Scenario 1: Unordered charging of EVs.
Scenario 2: Ordered charging of EVs participating in VPP scheduling.
A comparison of the number of EVs on the grid during unordered charging (Scenario 1) and the EVs participating in demand response charging based on electricity prices (Scenario 2) is shown in
Figure 3.
The comparison between the EV load during unordered charging (Scenario 1) and the EV load when participating in demand response based on electricity prices (Scenario 2) is shown in
Figure 4.
Observing the above figure, we can find that in Scenario 2, during peak hours, the number of EVs charging decreases, resulting in a reduction of 14.56 MW in EV charging load compared to unordered charging; during flat hours, the EV charging load decreases by 9.40 MW compared to unordered charging, and the economic benefit of the VPP increases by USD 867.54 after demand response; during off-peak hours, the number of EVs charging increases, leading to an increase of 31.51 MW in EV charging load compared to unordered charging. Therefore, EV participation in demand response can reduce EV charging load during peak hours and shift it to off-peak hours. Active participation of EV users in demand response can change the EV charging time and charging power, which not only increases the economic benefit of the VPP but also reduces the “peak on peak” phenomenon caused by a large number of EVs charging simultaneously. During the operation of the VPP, there is a deviation between the planned output and the actual output, and the VPP needs to pay a corresponding penalty cost to the system.
Figure 5 shows a comparison of the planned output and actual output of the VPP when EVs do not participate in its scheduling, with an overall output deviation of 9.26%.

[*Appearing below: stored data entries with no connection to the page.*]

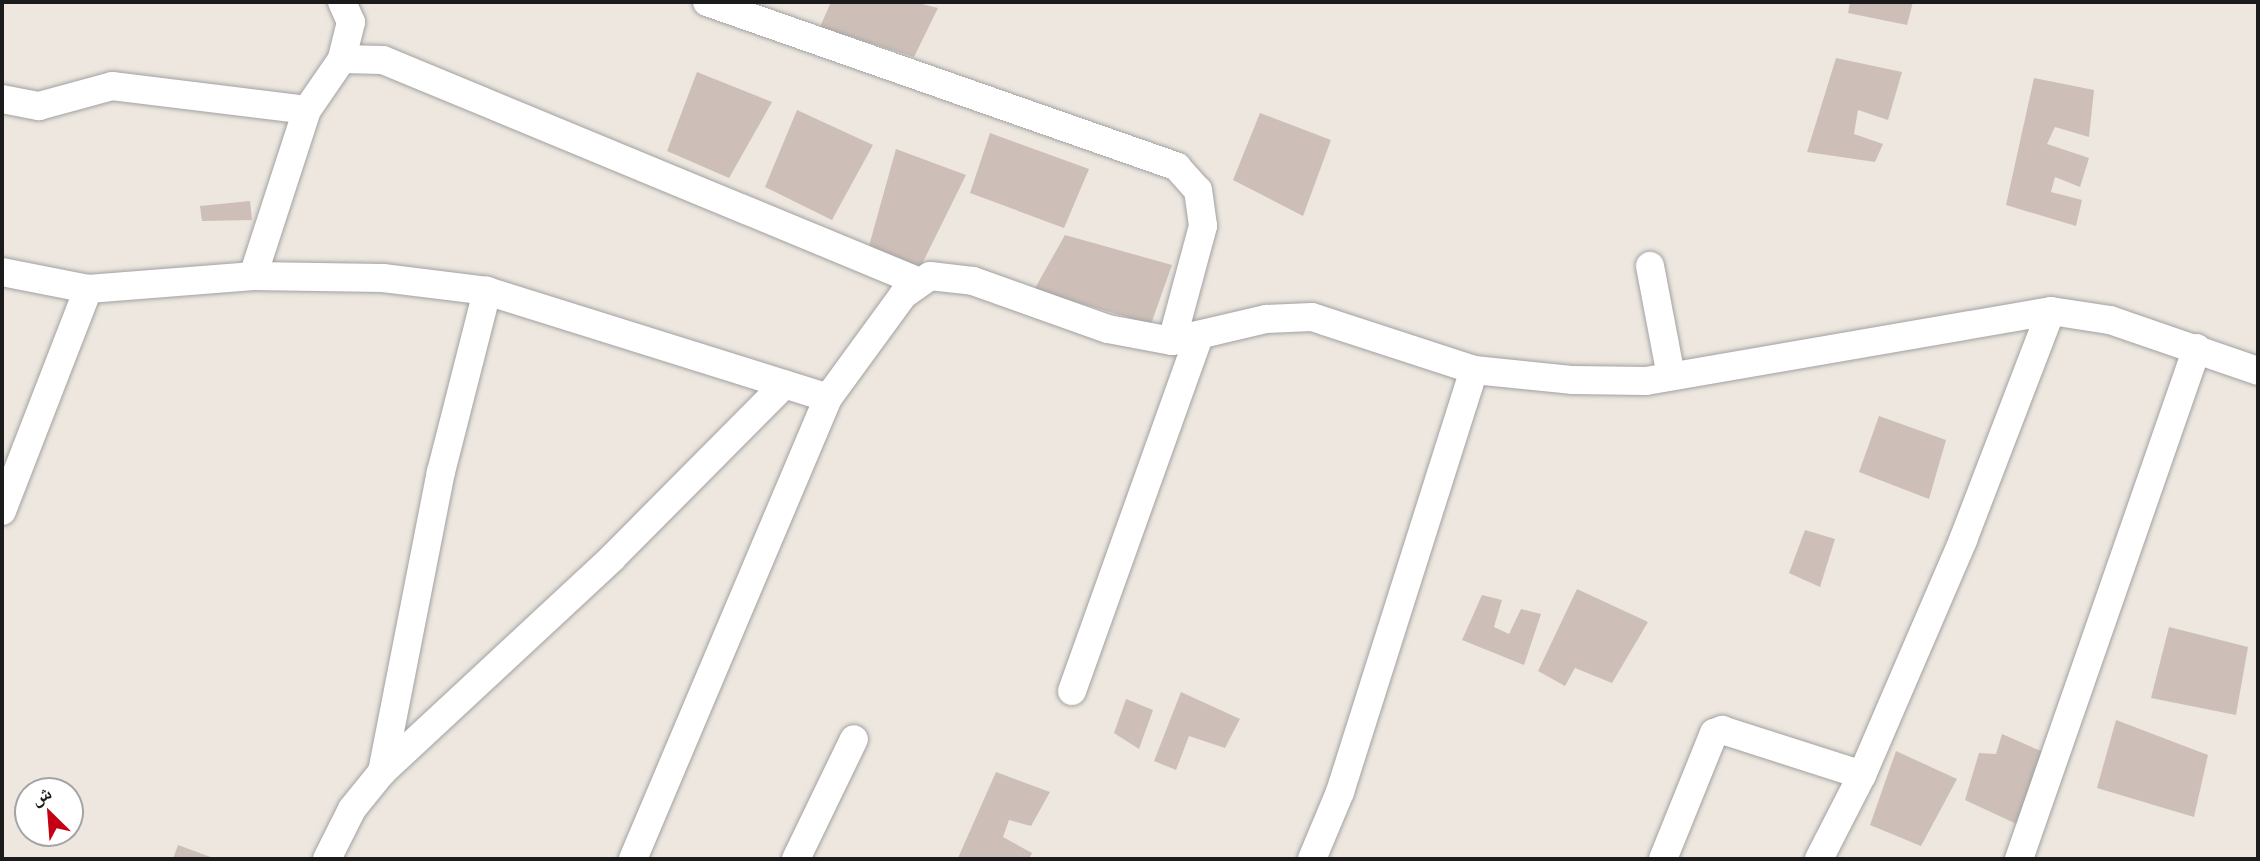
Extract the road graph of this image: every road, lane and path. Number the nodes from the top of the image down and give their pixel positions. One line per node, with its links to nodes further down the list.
1 (342, 2): 3 (street)
2 (707, 2): 13 (street)
3 (342, 59): 5 (street); 9 (street)
4 (2, 99): 5 (street)
5 (307, 110): 8 (street)
6 (1650, 266): 17 (street)
7 (2, 272): 10 (street)
8 (253, 276): 10 (street); 11 (street)
9 (917, 281): 13 (street); 19 (street)
10 (88, 289): 20 (street)
11 (487, 291): 18 (street); 23 (street)
12 (2050, 311): 14 (street); 17 (street); 24 (street)
13 (1185, 339): 15 (street); 21 (street)
14 (2197, 348): 16 (street); 31 (street)
15 (1474, 370): 17 (street); 28 (street)
16 (2258, 371)
17 (1671, 376)
18 (785, 384): 19 (street); 23 (street)
19 (828, 398): 26 (street)
20 (2, 511)
21 (1072, 691)
22 (855, 739): 27 (street)
23 (382, 772): 25 (street)
24 (1862, 775): 29 (street); 30 (street)
25 (327, 859)
26 (633, 859)
27 (796, 859)
28 (1312, 859)
29 (1663, 859)
30 (1819, 859)
31 (2019, 859)

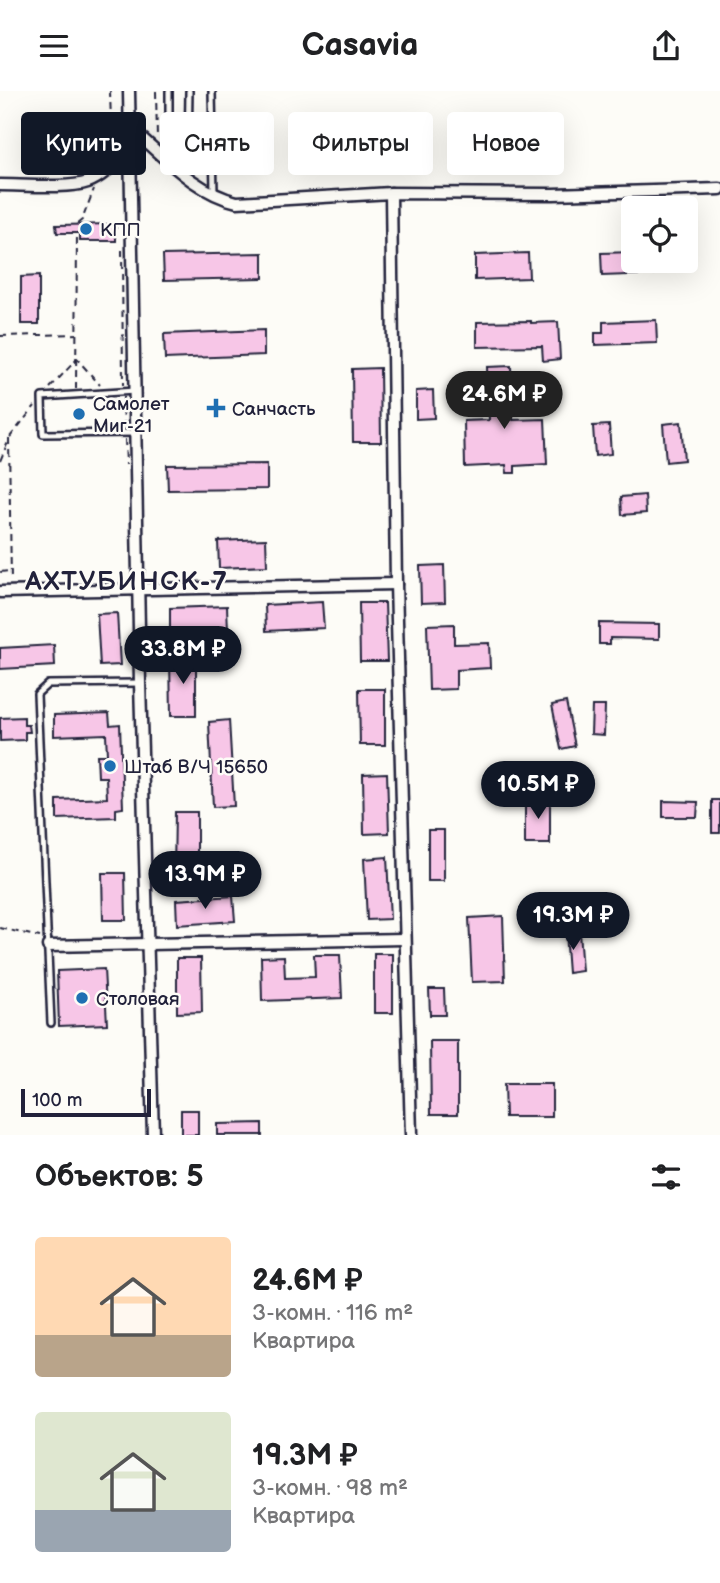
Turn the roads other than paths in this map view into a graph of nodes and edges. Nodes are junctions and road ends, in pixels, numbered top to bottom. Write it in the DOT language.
graph roads {
  1 [pos="129,91"];
  2 [pos="169,91"];
  3 [pos="189,91"];
  4 [pos="212,91"];
  5 [pos="130,112"];
  6 [pos="169,112"];
  7 [pos="189,112"];
  8 [pos="146,142"];
  9 [pos="160,155"];
  10 [pos="100,175"];
  11 [pos="132,175"];
  12 [pos="187,175"];
  13 [pos="0,185"];
  14 [pos="720,188"];
  15 [pos="391,193"];
  16 [pos="214,194"];
  17 [pos="135,391"];
  18 [pos="130,433"];
  19 [pos="396,584"];
  20 [pos="138,590"];
  21 [pos="0,592"];
  22 [pos="140,683"];
  23 [pos="404,939"];
  24 [pos="48,943"];
  25 [pos="149,944"];
  26 [pos="51,1023"];
  27 [pos="153,1135"];
  28 [pos="411,1135"];
  1 -- 5 [label="street"];
  2 -- 6 [label="lane"];
  3 -- 7 [label="lane"];
  4 -- 16 [label="lane"];
  8 -- 9 [label="street"];
  10 -- 13 [label="street"];
  11 -- 17 [label="street"];
  12 -- 16 [label="street"];
  14 -- 15 [label="street"];
  15 -- 16 [label="street"];
  15 -- 19 [label="street"];
  17 -- 18 [label="street"];
  17 -- 18 [label="lane"];
  18 -- 20 [label="street"];
  19 -- 20 [label="street"];
  19 -- 23 [label="street"];
  20 -- 21 [label="street"];
  20 -- 22 [label="street"];
  22 -- 24 [label="lane"];
  22 -- 25 [label="street"];
  23 -- 25 [label="street"];
  23 -- 28 [label="street"];
  24 -- 25 [label="street"];
  24 -- 26 [label="lane"];
  25 -- 27 [label="street"];
}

Figure 6 shows a comparison of the planned output and actual output of the VPP when EVs participate in its scheduling, with an overall deviation of 5.16%. By comparing these figures, it can be seen that EV participation in VPP scheduling helps to reduce the deviation between planned and actual output, improve the flexibility of internal scheduling within the VPP, and reduce penalty costs for the VPP.

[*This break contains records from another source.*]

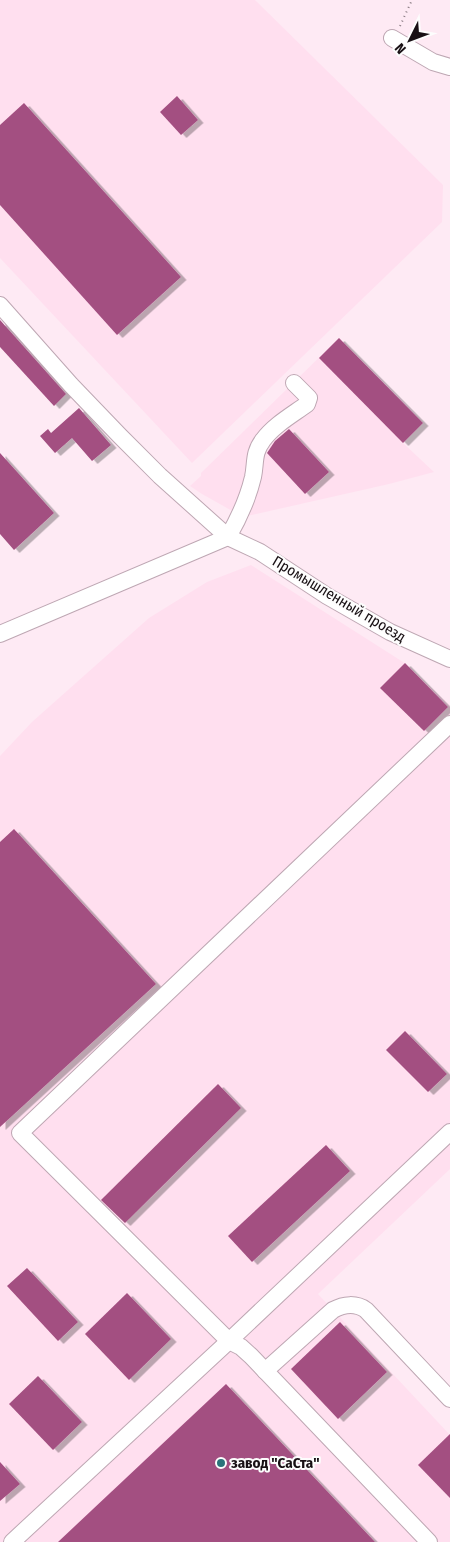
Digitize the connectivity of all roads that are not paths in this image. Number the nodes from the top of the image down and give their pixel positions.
1 (392, 38) road end
2 (450, 67) edge
3 (0, 305) edge
4 (294, 383) dead end
5 (228, 537) junction
6 (0, 634) edge
7 (450, 660) edge
8 (450, 724) edge
9 (450, 1132) edge
10 (229, 1341) junction
11 (265, 1371) junction
12 (450, 1399) edge
13 (12, 1542) edge
14 (429, 1542) edge

1 - 2 street
3 - 5 street, Промышленный проезд
4 - 5 street
5 - 6 street
5 - 7 street, Промышленный проезд
8 - 10 street
9 - 10 street
10 - 11 street
10 - 13 street
11 - 12 street
11 - 14 street

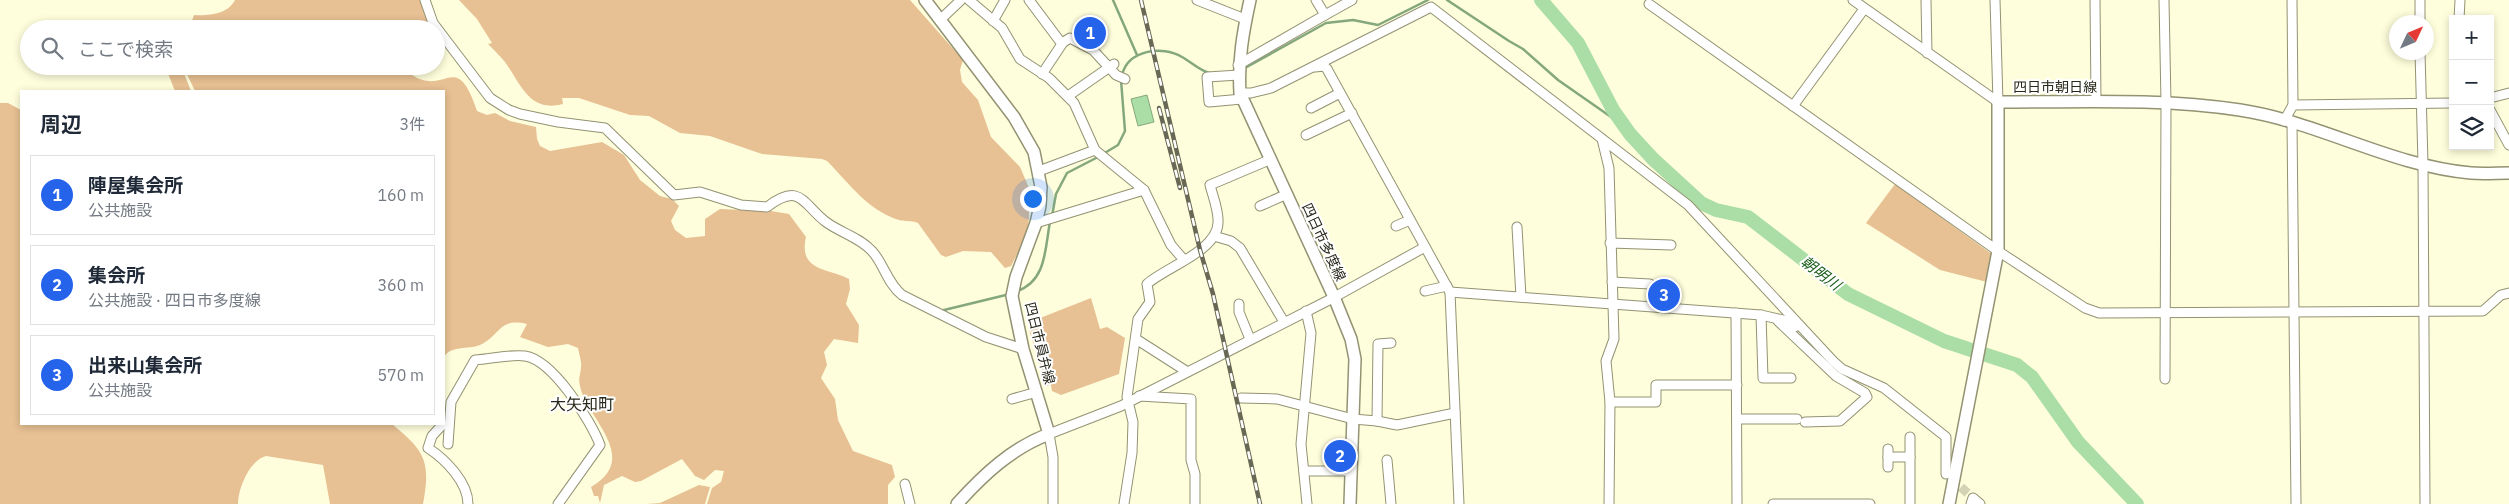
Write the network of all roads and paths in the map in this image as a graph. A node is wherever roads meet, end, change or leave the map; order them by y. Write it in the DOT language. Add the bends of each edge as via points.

To further demonstrate the effectiveness and feasibility of the proposed method, we have added comprehensive comparisons with currently prevalent approaches, including traditional PSO algorithms [
43], deep reinforcement learning algorithms [
44,
45], and simulated annealing algorithms [
46,
47]. The comparative evaluation focuses on three key metrics: computation time, renewable energy accommodation rate, and single-scheduling computation time. The detailed comparative results are presented in
Table 5 below.
The improved PSO algorithm demonstrates significant advantages in convergence iterations compared to traditional PSO, deep reinforcement learning (DRL), and simulated annealing (SA) algorithms, requiring only 145 iterations to converge, a 54.7% reduction from traditional PSO’s 320 iterations. This improvement stems from the combined effect of dynamic inertia weight adjustment and multi-population cooperative search strategies: early-stage high inertia weights expand global search scope to avoid local optima, while mid-to-late stages employ refined local searches by the exploitation group based on global optima transmitted from the exploration group. The piecewise linear decreasing weight strategy effectively balances exploration-exploitation trade-offs. In contrast, traditional PSO suffers from search oscillations due to fixed inertia weights. DRL requires 500 training epochs to balance policy network exploration and exploitation. SA needs 800 iterations due to slow annealing temperature decay, with its random inferior-solution acceptance further impeding efficiency.
Regarding renewable energy accommodation rate, the improved PSO achieves 92.6%, attributable to the exploration group’s active identification of high-potential scenarios (e.g., wind power output peaks) and the exploitation group’s precise matching via the projected gradient method for infeasible solution repair. Dynamic penalty functions enhance grid security constraint handling, reducing renewable curtailment. While DRL captures temporal correlations through Q-learning networks, its adaptability to extreme fluctuations is limited by training data coverage. Traditional PSO sacrifices the accommodation rate due to single-objective cost optimization bias, whereas SA struggles to stably approach high-accommodation solutions due to strong randomness.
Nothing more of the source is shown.